**Directions for this task:** Give the records below again exactly, and exclude each picture.

**Collected data entries:**
-- Opening Marker --

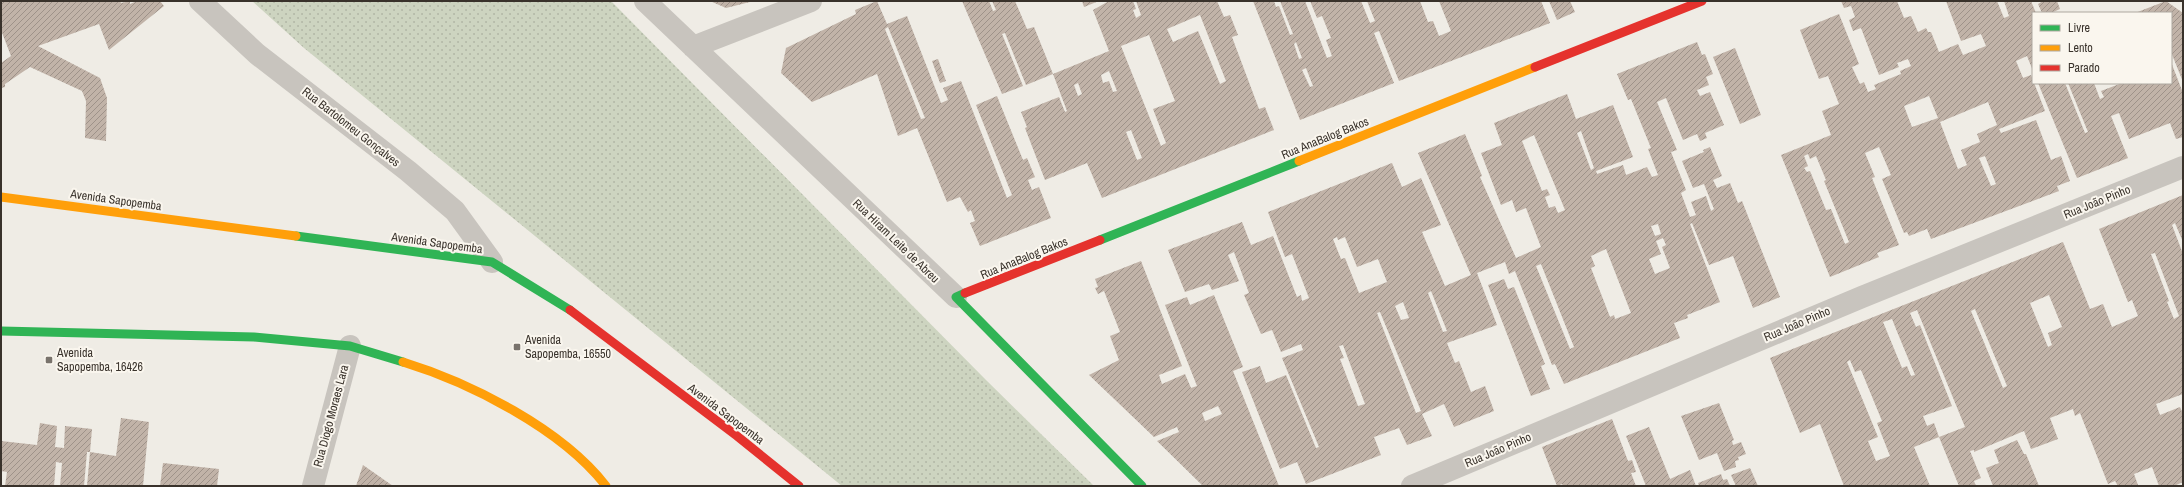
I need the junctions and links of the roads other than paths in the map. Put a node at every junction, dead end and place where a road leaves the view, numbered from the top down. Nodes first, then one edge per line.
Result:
1 (200, 1) edge
2 (645, 1) edge
3 (811, 1) edge
4 (1702, 1) edge
5 (694, 47) junction
6 (2183, 167) edge
7 (1, 197) edge
8 (492, 262) junction
9 (956, 298) junction
10 (1, 331) edge
11 (350, 346) junction
12 (313, 486) edge
13 (606, 486) edge
14 (799, 486) edge
15 (1142, 486) edge
16 (1412, 486) edge

1 - 8 street, Rua Bartolomeu Gonçalves
2 - 5 street, Rua Hiram Leite de Abreu
3 - 5 street
4 - 9 main road, Rua AnaBalog Bakos
5 - 9 street, Rua Hiram Leite de Abreu
6 - 16 street, Rua João Pinho
7 - 8 main road, Avenida Sapopemba
8 - 14 main road, Avenida Sapopemba
9 - 15 main road, Rua Hiram Leite de Abreu
10 - 11 main road
11 - 12 street, Rua Diogo Moraes Lara
11 - 13 main road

-- Closing Marker --

**Output of the task:**
I need the junctions and links of the roads other than paths in the map. Put a node at every junction, dead end and place where a road leaves the view, numbered from the top down. Nodes first, then one edge per line.
Result:
1 (200, 1) edge
2 (645, 1) edge
3 (811, 1) edge
4 (1702, 1) edge
5 (694, 47) junction
6 (2183, 167) edge
7 (1, 197) edge
8 (492, 262) junction
9 (956, 298) junction
10 (1, 331) edge
11 (350, 346) junction
12 (313, 486) edge
13 (606, 486) edge
14 (799, 486) edge
15 (1142, 486) edge
16 (1412, 486) edge

1 - 8 street, Rua Bartolomeu Gonçalves
2 - 5 street, Rua Hiram Leite de Abreu
3 - 5 street
4 - 9 main road, Rua AnaBalog Bakos
5 - 9 street, Rua Hiram Leite de Abreu
6 - 16 street, Rua João Pinho
7 - 8 main road, Avenida Sapopemba
8 - 14 main road, Avenida Sapopemba
9 - 15 main road, Rua Hiram Leite de Abreu
10 - 11 main road
11 - 12 street, Rua Diogo Moraes Lara
11 - 13 main road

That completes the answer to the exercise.